**ACTION ITEM:**
Set down the data below in full, exactly as it reads, but without the pictures.

┌─ PROVIDED MATERIAL

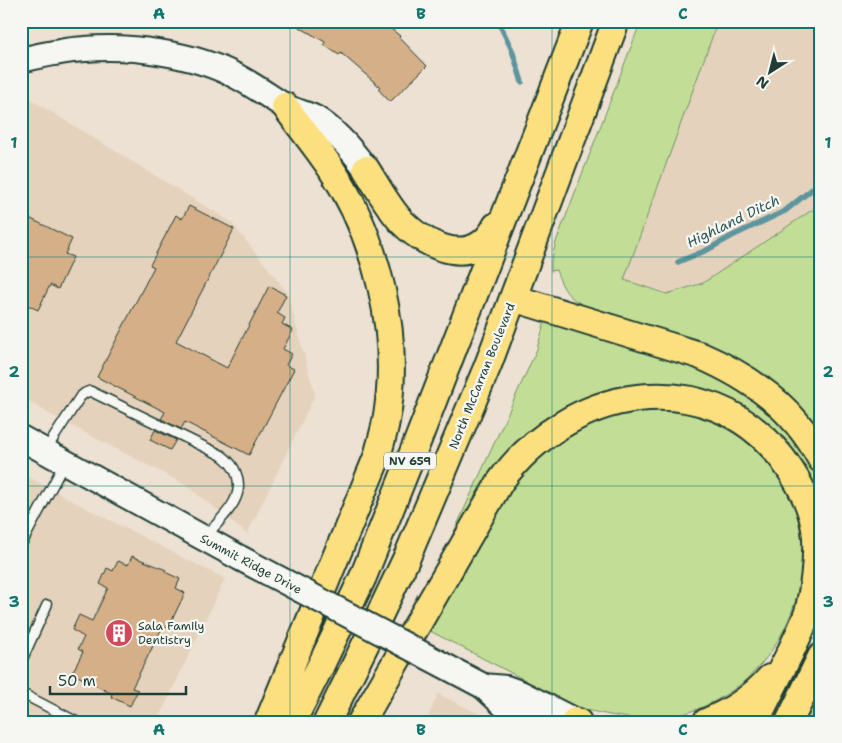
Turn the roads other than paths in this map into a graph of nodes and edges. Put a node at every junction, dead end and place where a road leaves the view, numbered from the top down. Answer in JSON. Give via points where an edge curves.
{"nodes":[{"id":1,"x":580,"y":21,"type":"edge"},
{"id":2,"x":616,"y":21,"type":"edge"},
{"id":3,"x":21,"y":60,"type":"edge"},
{"id":4,"x":285,"y":106,"type":"junction"},
{"id":5,"x":366,"y":169,"type":"joint"},
{"id":6,"x":512,"y":195,"type":"junction"},
{"id":7,"x":513,"y":298,"type":"junction"},
{"id":8,"x":21,"y":438,"type":"edge"},
{"id":9,"x":54,"y":457,"type":"junction"},
{"id":10,"x":821,"y":459,"type":"edge"},
{"id":11,"x":203,"y":539,"type":"junction"},
{"id":12,"x":21,"y":545,"type":"edge"},
{"id":13,"x":48,"y":605,"type":"dead end"},
{"id":14,"x":798,"y":636,"type":"junction"},
{"id":15,"x":821,"y":657,"type":"edge"},
{"id":16,"x":21,"y":662,"type":"edge"},
{"id":17,"x":484,"y":686,"type":"junction"},
{"id":18,"x":21,"y":693,"type":"edge"},
{"id":19,"x":577,"y":721,"type":"edge"},
{"id":20,"x":77,"y":722,"type":"edge"},
{"id":21,"x":268,"y":722,"type":"edge"},
{"id":22,"x":292,"y":722,"type":"edge"},
{"id":23,"x":327,"y":722,"type":"edge"},
{"id":24,"x":361,"y":722,"type":"edge"},
{"id":25,"x":530,"y":722,"type":"edge"},
{"id":26,"x":706,"y":722,"type":"edge"},
{"id":27,"x":755,"y":722,"type":"edge"},
{"id":28,"x":789,"y":722,"type":"edge"}],
"edges":[{"from":1,"to":6,"type":"main road","number":"NV 659"},
{"from":2,"to":7,"type":"main road","name":"North McCarran Boulevard","number":"NV 659"},
{"from":3,"to":4,"type":"street","via":[[87,48],[148,51],[212,66],[262,90]]},
{"from":4,"to":5,"type":"street","via":[[327,126]]},
{"from":4,"to":21,"type":"main road","via":[[330,167],[357,215],[370,248],[387,319],[390,388],[377,457]]},
{"from":5,"to":6,"type":"main road","via":[[402,222],[418,236],[454,251],[481,245],[491,235]]},
{"from":6,"to":22,"type":"main road","number":"NV 659","via":[[363,577]]},
{"from":7,"to":10,"type":"main road","via":[[722,364],[778,402],[805,433]]},
{"from":7,"to":23,"type":"main road","name":"North McCarran Boulevard","number":"NV 659","via":[[407,557]]},
{"from":8,"to":9,"type":"street","name":"Summit Ridge Drive"},
{"from":9,"to":11,"type":"street","name":"Summit Ridge Drive"},
{"from":9,"to":11,"type":"lane","via":[[80,397],[90,391],[221,455],[234,468],[239,490],[234,504]]},
{"from":9,"to":12,"type":"lane"},
{"from":11,"to":17,"type":"street","name":"Summit Ridge Drive","bridge":true},
{"from":13,"to":16,"type":"lane"},
{"from":14,"to":24,"type":"main road","via":[[814,582],[816,536],[804,494],[791,470],[757,432],[738,418],[715,408],[667,396],[623,400],[571,419],[528,448],[513,464]]},
{"from":14,"to":26,"type":"main road","via":[[760,690],[728,712]]},
{"from":14,"to":27,"type":"main road"},
{"from":15,"to":28,"type":"main road"},
{"from":17,"to":19,"type":"street","name":"Summit Ridge Drive","via":[[520,693]]},
{"from":17,"to":25,"type":"street","name":"Summit Ridge Drive","via":[[510,711]]},
{"from":18,"to":20,"type":"lane"}]}
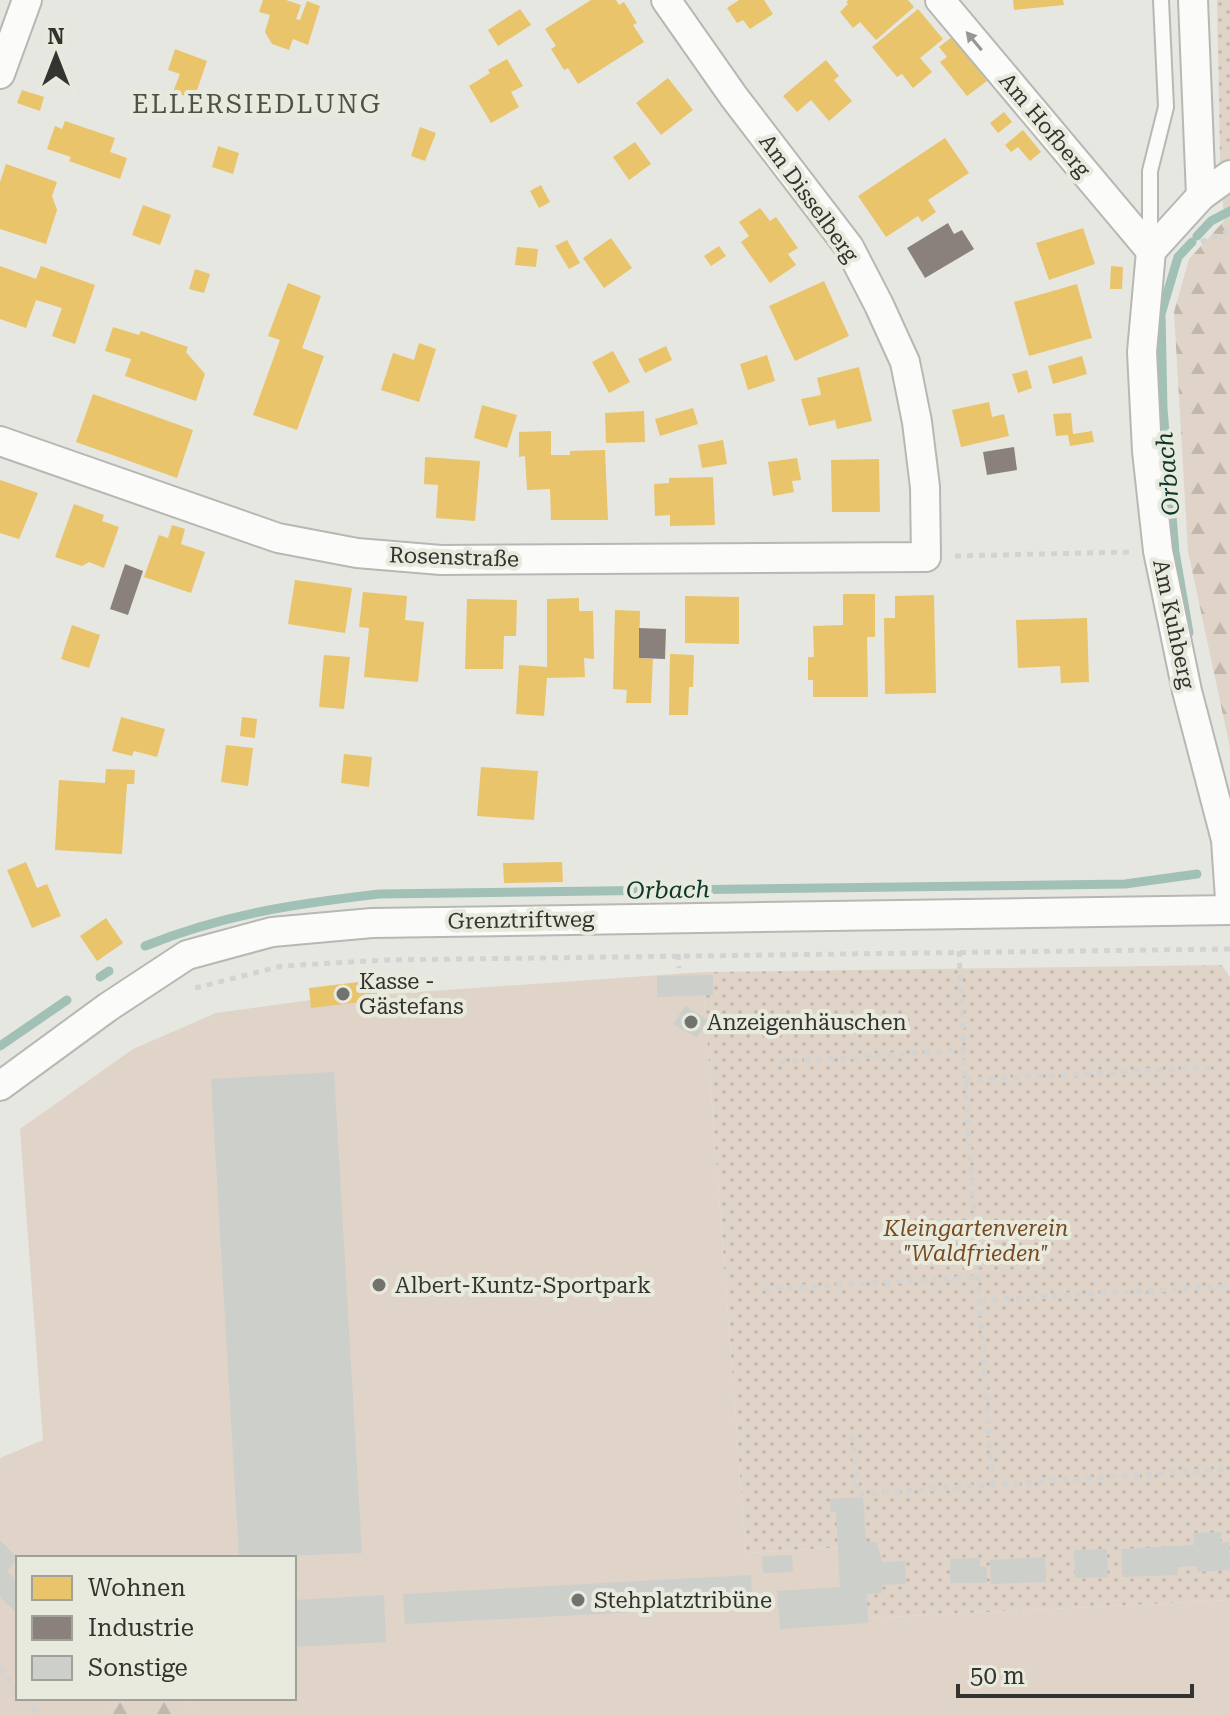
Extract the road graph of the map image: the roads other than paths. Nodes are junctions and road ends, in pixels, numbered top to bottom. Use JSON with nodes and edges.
{"nodes":[{"id":1,"x":27,"y":0,"type":"edge"},
{"id":2,"x":666,"y":0,"type":"edge"},
{"id":3,"x":940,"y":0,"type":"edge"},
{"id":4,"x":1161,"y":0,"type":"edge"},
{"id":5,"x":1193,"y":0,"type":"edge"},
{"id":6,"x":0,"y":74,"type":"edge"},
{"id":7,"x":1230,"y":175,"type":"edge"},
{"id":8,"x":1201,"y":196,"type":"junction"},
{"id":9,"x":1151,"y":251,"type":"junction"},
{"id":10,"x":0,"y":441,"type":"edge"},
{"id":11,"x":926,"y":557,"type":"joint"},
{"id":12,"x":1230,"y":899,"type":"edge"},
{"id":13,"x":1230,"y":910,"type":"edge"},
{"id":14,"x":0,"y":1086,"type":"edge"}],
"edges":[{"from":1,"to":6,"type":"street"},
{"from":2,"to":11,"type":"street","name":"Am Disselberg"},
{"from":9,"to":3,"type":"street","name":"Am Hofberg","one_way":true},
{"from":4,"to":9,"type":"lane"},
{"from":5,"to":8,"type":"street"},
{"from":7,"to":8,"type":"street"},
{"from":8,"to":9,"type":"street"},
{"from":9,"to":12,"type":"street","name":"Am Kuhberg"},
{"from":10,"to":11,"type":"street","name":"Rosenstraße"},
{"from":13,"to":14,"type":"street","name":"Grenztriftweg"}]}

└─

**SOLUTION:**
Turn the roads other than paths in this map into a graph of nodes and edges. Put a node at every junction, dead end and place where a road leaves the view, numbered from the top down. Answer in JSON. Give via points where an edge curves.
{"nodes":[{"id":1,"x":580,"y":21,"type":"edge"},
{"id":2,"x":616,"y":21,"type":"edge"},
{"id":3,"x":21,"y":60,"type":"edge"},
{"id":4,"x":285,"y":106,"type":"junction"},
{"id":5,"x":366,"y":169,"type":"joint"},
{"id":6,"x":512,"y":195,"type":"junction"},
{"id":7,"x":513,"y":298,"type":"junction"},
{"id":8,"x":21,"y":438,"type":"edge"},
{"id":9,"x":54,"y":457,"type":"junction"},
{"id":10,"x":821,"y":459,"type":"edge"},
{"id":11,"x":203,"y":539,"type":"junction"},
{"id":12,"x":21,"y":545,"type":"edge"},
{"id":13,"x":48,"y":605,"type":"dead end"},
{"id":14,"x":798,"y":636,"type":"junction"},
{"id":15,"x":821,"y":657,"type":"edge"},
{"id":16,"x":21,"y":662,"type":"edge"},
{"id":17,"x":484,"y":686,"type":"junction"},
{"id":18,"x":21,"y":693,"type":"edge"},
{"id":19,"x":577,"y":721,"type":"edge"},
{"id":20,"x":77,"y":722,"type":"edge"},
{"id":21,"x":268,"y":722,"type":"edge"},
{"id":22,"x":292,"y":722,"type":"edge"},
{"id":23,"x":327,"y":722,"type":"edge"},
{"id":24,"x":361,"y":722,"type":"edge"},
{"id":25,"x":530,"y":722,"type":"edge"},
{"id":26,"x":706,"y":722,"type":"edge"},
{"id":27,"x":755,"y":722,"type":"edge"},
{"id":28,"x":789,"y":722,"type":"edge"}],
"edges":[{"from":1,"to":6,"type":"main road","number":"NV 659"},
{"from":2,"to":7,"type":"main road","name":"North McCarran Boulevard","number":"NV 659"},
{"from":3,"to":4,"type":"street","via":[[87,48],[148,51],[212,66],[262,90]]},
{"from":4,"to":5,"type":"street","via":[[327,126]]},
{"from":4,"to":21,"type":"main road","via":[[330,167],[357,215],[370,248],[387,319],[390,388],[377,457]]},
{"from":5,"to":6,"type":"main road","via":[[402,222],[418,236],[454,251],[481,245],[491,235]]},
{"from":6,"to":22,"type":"main road","number":"NV 659","via":[[363,577]]},
{"from":7,"to":10,"type":"main road","via":[[722,364],[778,402],[805,433]]},
{"from":7,"to":23,"type":"main road","name":"North McCarran Boulevard","number":"NV 659","via":[[407,557]]},
{"from":8,"to":9,"type":"street","name":"Summit Ridge Drive"},
{"from":9,"to":11,"type":"street","name":"Summit Ridge Drive"},
{"from":9,"to":11,"type":"lane","via":[[80,397],[90,391],[221,455],[234,468],[239,490],[234,504]]},
{"from":9,"to":12,"type":"lane"},
{"from":11,"to":17,"type":"street","name":"Summit Ridge Drive","bridge":true},
{"from":13,"to":16,"type":"lane"},
{"from":14,"to":24,"type":"main road","via":[[814,582],[816,536],[804,494],[791,470],[757,432],[738,418],[715,408],[667,396],[623,400],[571,419],[528,448],[513,464]]},
{"from":14,"to":26,"type":"main road","via":[[760,690],[728,712]]},
{"from":14,"to":27,"type":"main road"},
{"from":15,"to":28,"type":"main road"},
{"from":17,"to":19,"type":"street","name":"Summit Ridge Drive","via":[[520,693]]},
{"from":17,"to":25,"type":"street","name":"Summit Ridge Drive","via":[[510,711]]},
{"from":18,"to":20,"type":"lane"}]}
Extract the road graph of the map image: the roads other than paths. Nodes are junctions and road ends, in pixels, numbered top to bottom. Use JSON with nodes and edges.
{"nodes":[{"id":1,"x":27,"y":0,"type":"edge"},
{"id":2,"x":666,"y":0,"type":"edge"},
{"id":3,"x":940,"y":0,"type":"edge"},
{"id":4,"x":1161,"y":0,"type":"edge"},
{"id":5,"x":1193,"y":0,"type":"edge"},
{"id":6,"x":0,"y":74,"type":"edge"},
{"id":7,"x":1230,"y":175,"type":"edge"},
{"id":8,"x":1201,"y":196,"type":"junction"},
{"id":9,"x":1151,"y":251,"type":"junction"},
{"id":10,"x":0,"y":441,"type":"edge"},
{"id":11,"x":926,"y":557,"type":"joint"},
{"id":12,"x":1230,"y":899,"type":"edge"},
{"id":13,"x":1230,"y":910,"type":"edge"},
{"id":14,"x":0,"y":1086,"type":"edge"}],
"edges":[{"from":1,"to":6,"type":"street"},
{"from":2,"to":11,"type":"street","name":"Am Disselberg"},
{"from":9,"to":3,"type":"street","name":"Am Hofberg","one_way":true},
{"from":4,"to":9,"type":"lane"},
{"from":5,"to":8,"type":"street"},
{"from":7,"to":8,"type":"street"},
{"from":8,"to":9,"type":"street"},
{"from":9,"to":12,"type":"street","name":"Am Kuhberg"},
{"from":10,"to":11,"type":"street","name":"Rosenstraße"},
{"from":13,"to":14,"type":"street","name":"Grenztriftweg"}]}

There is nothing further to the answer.